= Gloria Shayne Baker =

American composer and songwriter

Gloria Shayne Baker (born Gloria Adele Shain; September 4, 1923 - March 6, 2008) was an American composer and songwriter best known for composing the "Do You Hear What I Hear?" Christmas carol in 1962 with her then husband, Noël Regney.

==Early life==
Baker was born to a Jewish family in Brookline, Massachusetts, on September 4, 1923, daughter of Attorney Mark Shain and Professor Rose Wies Shain, she grew up next door to Joseph and Rose Kennedy and their children, including John F. Kennedy. Baker began her music career as part of a singing trio, The Shain Sisters, alongside her older sisters, Esther and Thelma. She changed the spelling of her last name from Shain to Shayne early on in her career for professional reasons. Baker earned her bachelor's degree from the Boston University School of Music. She moved to New York City during the 1940s, where she worked as a pianist performing on demos and in front of live audiences. Baker also arranged music for composers such as Stephen Sondheim and Irving Berlin.

Shayne met her first husband, French born Noël Regney, while playing piano at a New York City hotel in 1951. Regney and Shayne would later write "Do You Hear What I Hear?" together as collaborators. They were married the same year that they met. The couple divorced in 1973. Regney died in 2002.

Shayne married her second husband, William Baker, in 1973. He died in 2001.

==Songwriting==
Shayne and Regney collaborated on a number of famous songs. Shayne usually composed the lyrics for their songs, while Regney composed the music. Among the most well known songs written by the couple was "Rain Rain Go Away", which was first performed by singer Bobby Vinton. Shayne and Regney also wrote "Sweet Little Darlin'" which was performed by Jo Stafford. and "Another Go Around," most notably sung by Perry Como and Doris Day.

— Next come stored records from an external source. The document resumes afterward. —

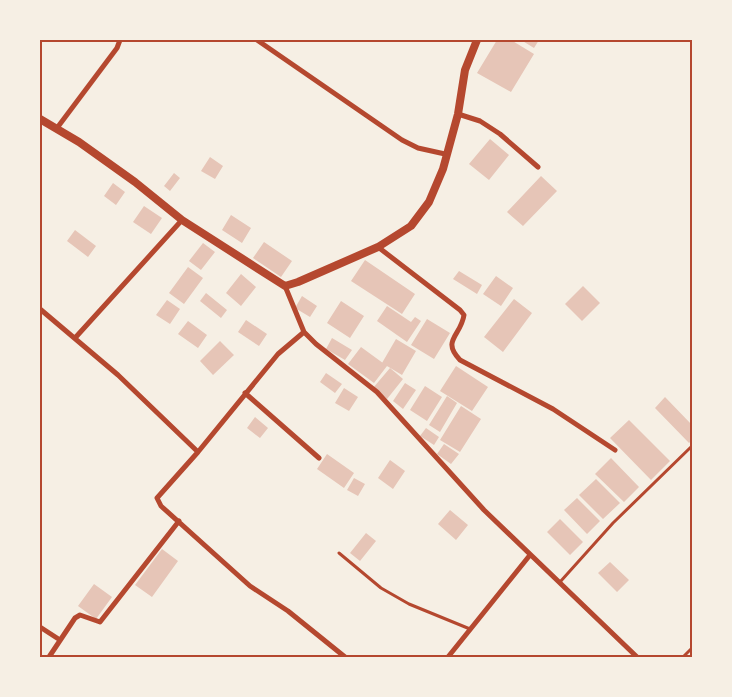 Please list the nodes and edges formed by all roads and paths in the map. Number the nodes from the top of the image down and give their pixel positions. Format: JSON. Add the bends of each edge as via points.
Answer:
{"nodes":[{"id":1,"x":120,"y":40,"type":"edge"},
{"id":2,"x":258,"y":40,"type":"edge"},
{"id":3,"x":477,"y":40,"type":"edge"},
{"id":4,"x":458,"y":114,"type":"junction"},
{"id":5,"x":40,"y":119,"type":"edge"},
{"id":6,"x":57,"y":128,"type":"junction"},
{"id":7,"x":446,"y":154,"type":"junction"},
{"id":8,"x":538,"y":167,"type":"dead end"},
{"id":9,"x":182,"y":220,"type":"junction"},
{"id":10,"x":378,"y":247,"type":"junction"},
{"id":11,"x":285,"y":286,"type":"junction"},
{"id":12,"x":40,"y":309,"type":"edge"},
{"id":13,"x":304,"y":332,"type":"junction"},
{"id":14,"x":75,"y":338,"type":"junction"},
{"id":15,"x":245,"y":393,"type":"junction"},
{"id":16,"x":692,"y":446,"type":"edge"},
{"id":17,"x":615,"y":450,"type":"dead end"},
{"id":18,"x":198,"y":452,"type":"junction"},
{"id":19,"x":319,"y":458,"type":"dead end"},
{"id":20,"x":178,"y":521,"type":"junction"},
{"id":21,"x":339,"y":553,"type":"dead end"},
{"id":22,"x":530,"y":555,"type":"junction"},
{"id":23,"x":559,"y":583,"type":"junction"},
{"id":24,"x":40,"y":627,"type":"edge"},
{"id":25,"x":471,"y":629,"type":"junction"},
{"id":26,"x":60,"y":640,"type":"junction"},
{"id":27,"x":692,"y":648,"type":"edge"},
{"id":28,"x":49,"y":657,"type":"edge"},
{"id":29,"x":345,"y":657,"type":"edge"},
{"id":30,"x":448,"y":657,"type":"edge"},
{"id":31,"x":637,"y":657,"type":"edge"},
{"id":32,"x":683,"y":657,"type":"edge"}],
"edges":[{"from":1,"to":6,"type":"street"},
{"from":2,"to":7,"type":"street","via":[[402,140],[418,148]]},
{"from":3,"to":4,"type":"street","via":[[465,70]]},
{"from":4,"to":7,"type":"street"},
{"from":4,"to":8,"type":"street","via":[[480,121],[500,134]]},
{"from":5,"to":6,"type":"street"},
{"from":6,"to":9,"type":"street","via":[[135,182]]},
{"from":7,"to":10,"type":"street","via":[[429,202],[411,226]]},
{"from":9,"to":11,"type":"street"},
{"from":9,"to":14,"type":"street"},
{"from":10,"to":11,"type":"street"},
{"from":10,"to":17,"type":"street","via":[[464,315],[451,345],[452,352],[460,360],[552,409]]},
{"from":11,"to":13,"type":"street"},
{"from":12,"to":14,"type":"street"},
{"from":13,"to":15,"type":"street","via":[[278,354]]},
{"from":13,"to":22,"type":"street","via":[[378,392],[484,510]]},
{"from":14,"to":18,"type":"street"},
{"from":15,"to":18,"type":"street"},
{"from":15,"to":19,"type":"street"},
{"from":16,"to":23,"type":"lane","via":[[613,523]]},
{"from":18,"to":20,"type":"street","via":[[157,498]]},
{"from":20,"to":26,"type":"street","via":[[100,622],[80,615],[74,618]]},
{"from":20,"to":29,"type":"street","via":[[250,586]]},
{"from":21,"to":25,"type":"lane","via":[[381,588],[409,604]]},
{"from":22,"to":23,"type":"street"},
{"from":22,"to":25,"type":"street"},
{"from":23,"to":31,"type":"street"},
{"from":24,"to":26,"type":"street"},
{"from":25,"to":30,"type":"street"},
{"from":26,"to":28,"type":"street"},
{"from":27,"to":32,"type":"lane"}]}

Shayne also enjoyed a successful career when not collaborating with Regney. She composed the lyrics and music for "Goodbye Cruel World", which was recorded by James Darren in 1961. Shayne also worked with Mary Candy and Eddie Dean to write "The Men in My Little Girl's Life", which was performed by Mike Douglas. Shayne also co-wrote "Almost There", which was recorded by Andy Williams, with writer Jerry Keller.

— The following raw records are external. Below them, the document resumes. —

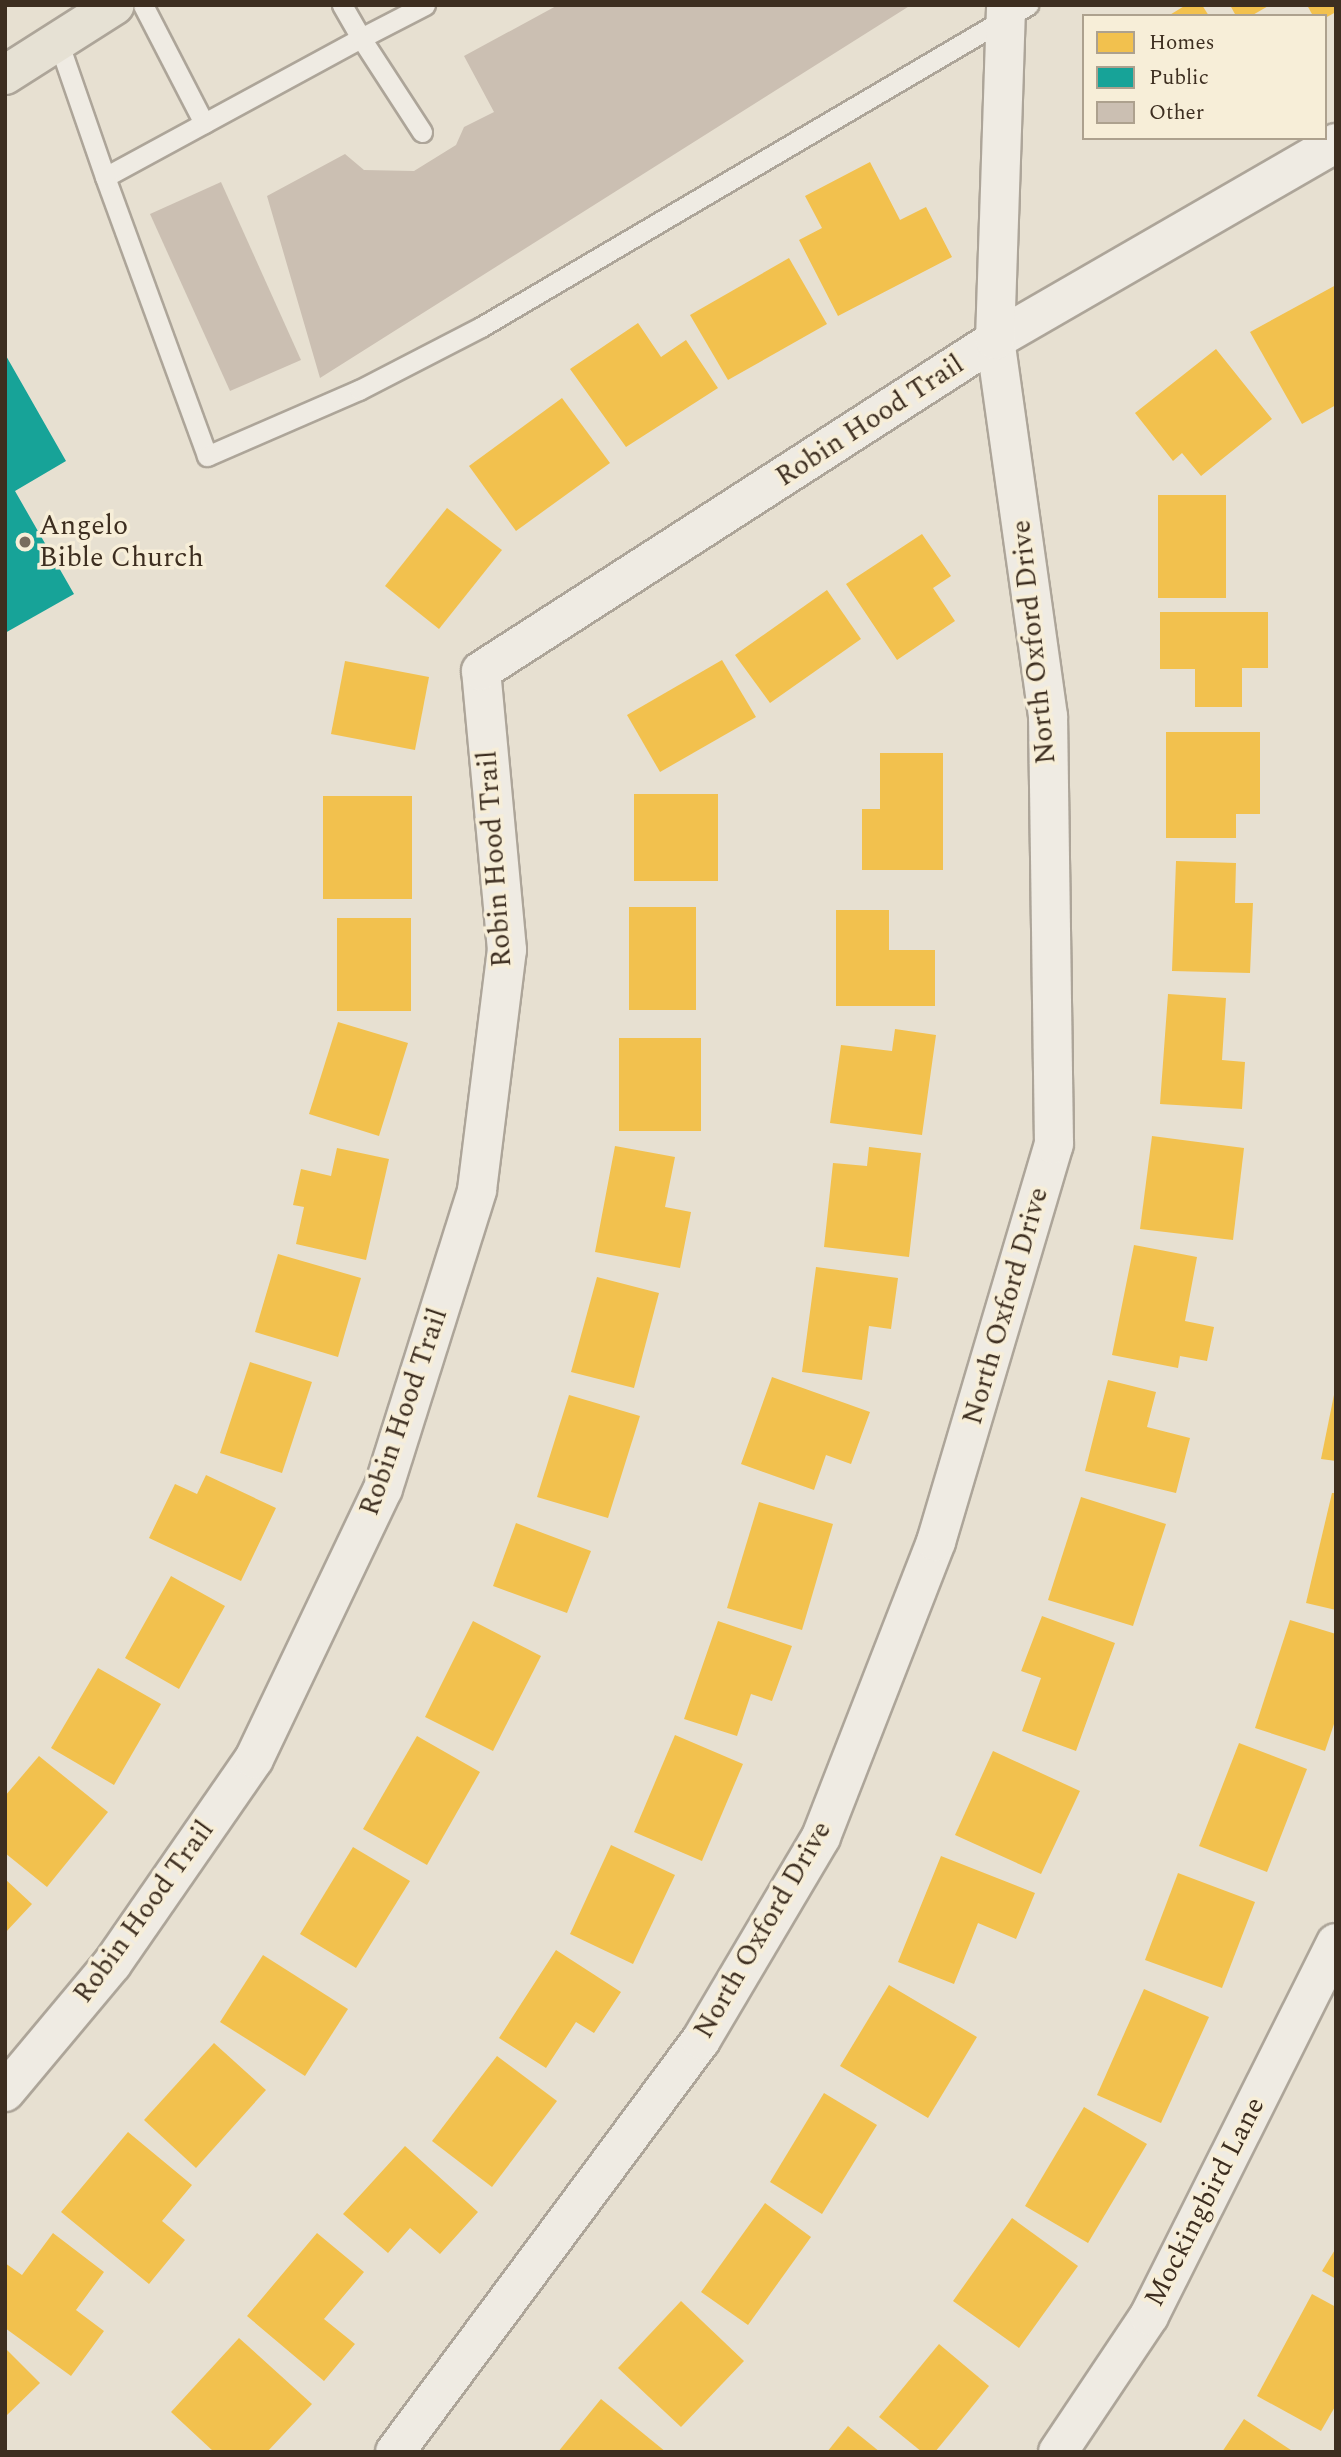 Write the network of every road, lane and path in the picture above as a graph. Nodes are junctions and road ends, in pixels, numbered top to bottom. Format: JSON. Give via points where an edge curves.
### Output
{"nodes":[{"id":1,"x":115,"y":5,"type":"edge"},
{"id":2,"x":142,"y":5,"type":"edge"},
{"id":3,"x":342,"y":5,"type":"edge"},
{"id":4,"x":425,"y":5,"type":"edge"},
{"id":5,"x":1013,"y":10,"type":"edge"},
{"id":6,"x":361,"y":38,"type":"junction"},
{"id":7,"x":58,"y":41,"type":"junction"},
{"id":8,"x":5,"y":75,"type":"edge"},
{"id":9,"x":204,"y":123,"type":"junction"},
{"id":10,"x":422,"y":132,"type":"dead end"},
{"id":11,"x":1336,"y":143,"type":"edge"},
{"id":12,"x":105,"y":177,"type":"junction"},
{"id":13,"x":995,"y":340,"type":"junction"},
{"id":14,"x":1336,"y":1943,"type":"edge"},
{"id":15,"x":5,"y":2092,"type":"edge"},
{"id":16,"x":395,"y":2452,"type":"edge"},
{"id":17,"x":1058,"y":2452,"type":"edge"}],
"edges":[{"from":1,"to":7,"type":"main road"},
{"from":2,"to":9,"type":"lane"},
{"from":3,"to":6,"type":"lane"},
{"from":4,"to":6,"type":"lane"},
{"from":5,"to":12,"type":"lane","via":[[481,327],[359,390],[207,456]]},
{"from":5,"to":13,"type":"street","name":"North Oxford Drive"},
{"from":6,"to":9,"type":"lane"},
{"from":6,"to":10,"type":"lane"},
{"from":7,"to":8,"type":"main road"},
{"from":7,"to":12,"type":"lane"},
{"from":9,"to":12,"type":"lane"},
{"from":11,"to":13,"type":"street","name":"Robin Hood Trail"},
{"from":13,"to":15,"type":"street","name":"Robin Hood Trail","via":[[481,671],[507,950],[477,1190],[383,1489],[254,1759],[112,1964]]},
{"from":13,"to":16,"type":"street","name":"North Oxford Drive","via":[[1048,716],[1054,1144],[936,1542],[821,1837],[701,2040]]},
{"from":14,"to":17,"type":"street","name":"Mockingbird Lane","via":[[1149,2316]]}]}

Shayne Baker accompanied tenor, Jan Peerce, during her later life.

=="Do You Hear What I Hear?"==
The Christmas carol, "Do You Hear What I Hear?" was written in October 1962 by Shayne and Regney during the height of the Cuban Missile Crisis. During the Cuban Missile Crisis, the United States and the Soviet Union confronted each other over the placement of Soviet missiles in newly Communist Cuba. "Do You Hear What I Hear?" was written by Shayne and Regney as a plea for peace.

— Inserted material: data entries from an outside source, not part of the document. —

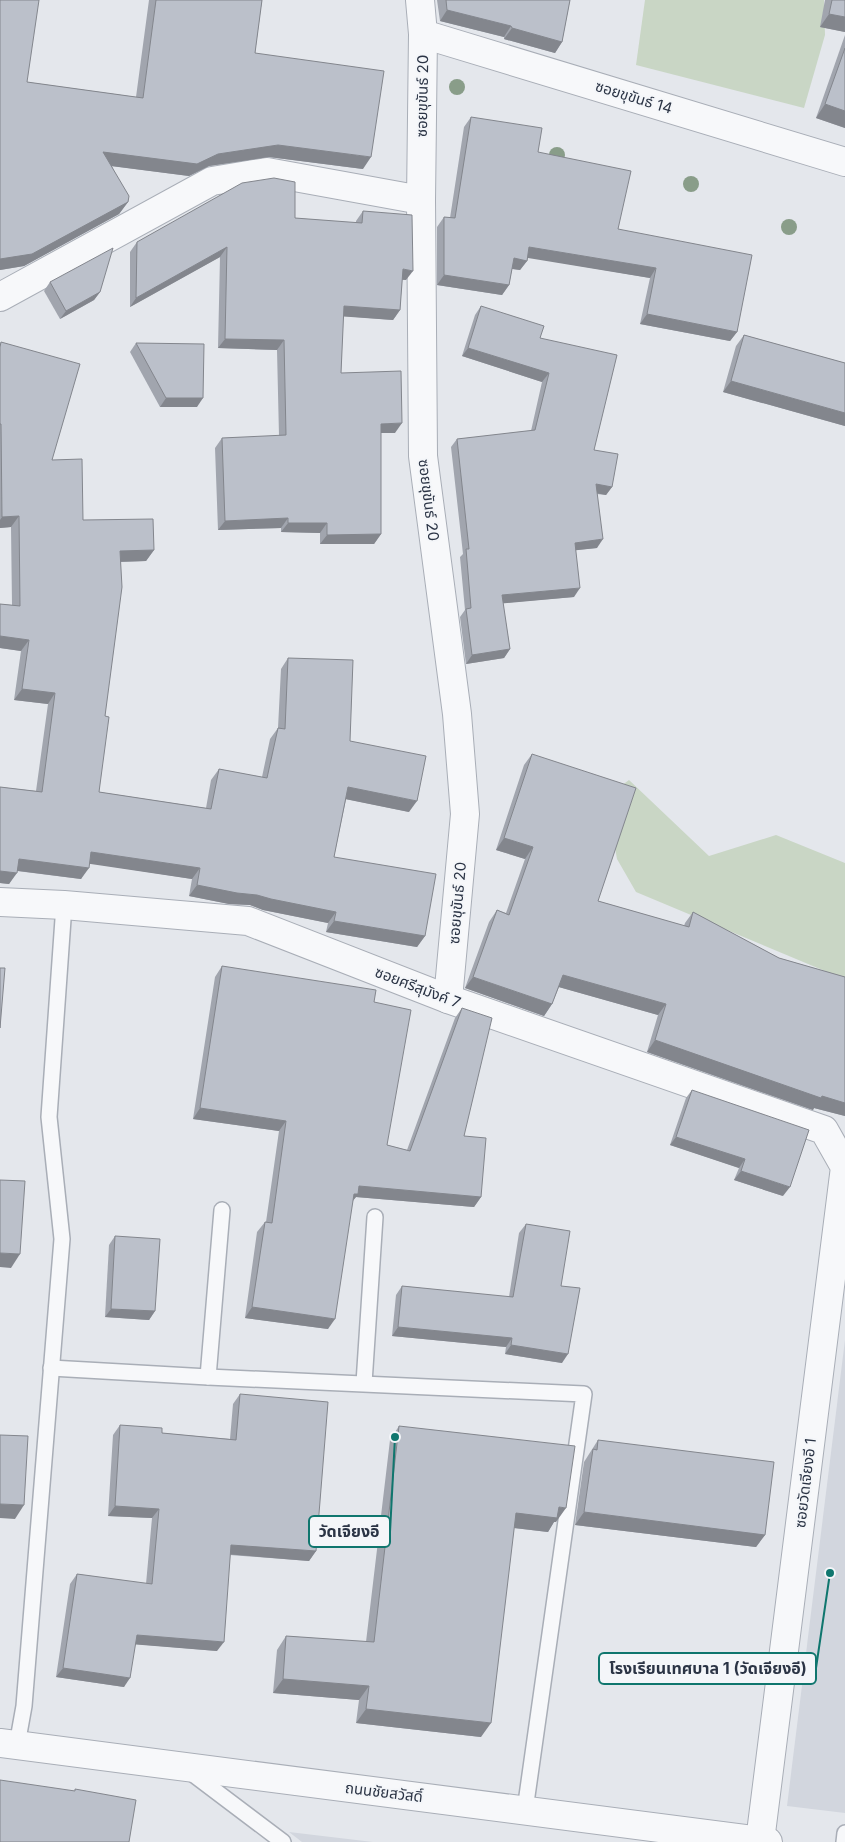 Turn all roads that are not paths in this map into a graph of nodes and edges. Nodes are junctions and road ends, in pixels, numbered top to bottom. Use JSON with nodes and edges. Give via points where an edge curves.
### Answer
{"nodes":[{"id":1,"x":420,"y":0,"type":"edge"},
{"id":2,"x":423,"y":34,"type":"junction"},
{"id":3,"x":845,"y":162,"type":"edge"},
{"id":4,"x":421,"y":200,"type":"junction"},
{"id":5,"x":0,"y":297,"type":"edge"},
{"id":6,"x":0,"y":902,"type":"edge"},
{"id":7,"x":64,"y":905,"type":"junction"},
{"id":8,"x":448,"y":998,"type":"junction"},
{"id":9,"x":824,"y":1130,"type":"joint"},
{"id":10,"x":222,"y":1210,"type":"dead end"},
{"id":11,"x":374,"y":1216,"type":"dead end"},
{"id":12,"x":52,"y":1368,"type":"junction"},
{"id":13,"x":208,"y":1377,"type":"junction"},
{"id":14,"x":364,"y":1383,"type":"junction"},
{"id":15,"x":8,"y":1744,"type":"edge"},
{"id":16,"x":182,"y":1766,"type":"junction"},
{"id":17,"x":525,"y":1810,"type":"junction"},
{"id":18,"x":845,"y":1834,"type":"edge"},
{"id":19,"x":764,"y":1841,"type":"edge"},
{"id":20,"x":283,"y":1842,"type":"edge"},
{"id":21,"x":844,"y":1842,"type":"edge"}],
"edges":[{"from":1,"to":2,"type":"street","name":"ซอยขุขันธ์ 20"},
{"from":2,"to":3,"type":"street","name":"ซอยขุขันธ์ 14"},
{"from":2,"to":4,"type":"street","name":"ซอยขุขันธ์ 20"},
{"from":4,"to":5,"type":"street","via":[[266,172],[212,181]]},
{"from":4,"to":8,"type":"street","name":"ซอยขุขันธ์ 20","via":[[423,456],[457,714],[465,814]]},
{"from":6,"to":7,"type":"street","name":"ซอยศรีสุมังค์ 7"},
{"from":7,"to":8,"type":"street","name":"ซอยศรีสุมังค์ 7","via":[[248,921]]},
{"from":7,"to":12,"type":"lane","via":[[49,1117],[62,1239]]},
{"from":8,"to":9,"type":"street","name":"ซอยศรีสุมังค์ 7"},
{"from":9,"to":19,"type":"street","name":"ซอยวัดเจียงอี 1","via":[[845,1166]]},
{"from":10,"to":13,"type":"lane"},
{"from":11,"to":14,"type":"lane"},
{"from":12,"to":13,"type":"lane"},
{"from":12,"to":15,"type":"lane","via":[[24,1706]]},
{"from":13,"to":14,"type":"lane"},
{"from":14,"to":17,"type":"lane","via":[[584,1394]]},
{"from":15,"to":16,"type":"street","name":"ถนนชัยสวัสดิ์"},
{"from":16,"to":17,"type":"street","name":"ถนนชัยสวัสดิ์"},
{"from":16,"to":20,"type":"lane"},
{"from":17,"to":19,"type":"street","name":"ถนนชัยสวัสดิ์"},
{"from":18,"to":21,"type":"lane"}]}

In this instance, Regney wrote the lyrics and Shayne composed the music. Usually it was Shayne who wrote the lyrics for their songs while Regney composed the music.

"Do You Hear What I Hear?" was released shortly after Thanksgiving in 1962. It was first recorded by Harry Simeone Chorale and sold more than a quarter-million copies during the 1962 holiday season. Bing Crosby recorded the song in 1963, which made it a worldwide hit. The song has since been recorded and performed by hundreds of artists including Pat Boone, Kenny G, Mahalia Jackson, Glen Campbell, Whitney Houston, Perry Como, Andy Williams, Johnny Mathis, Martina McBride, and more recently, A duet of Fifth Harmony and The Tolmachevy Sisters.

==Death==
Gloria Shayne Baker died at her home in Stamford, Connecticut, of lung cancer on March 6, 2008, at age 84.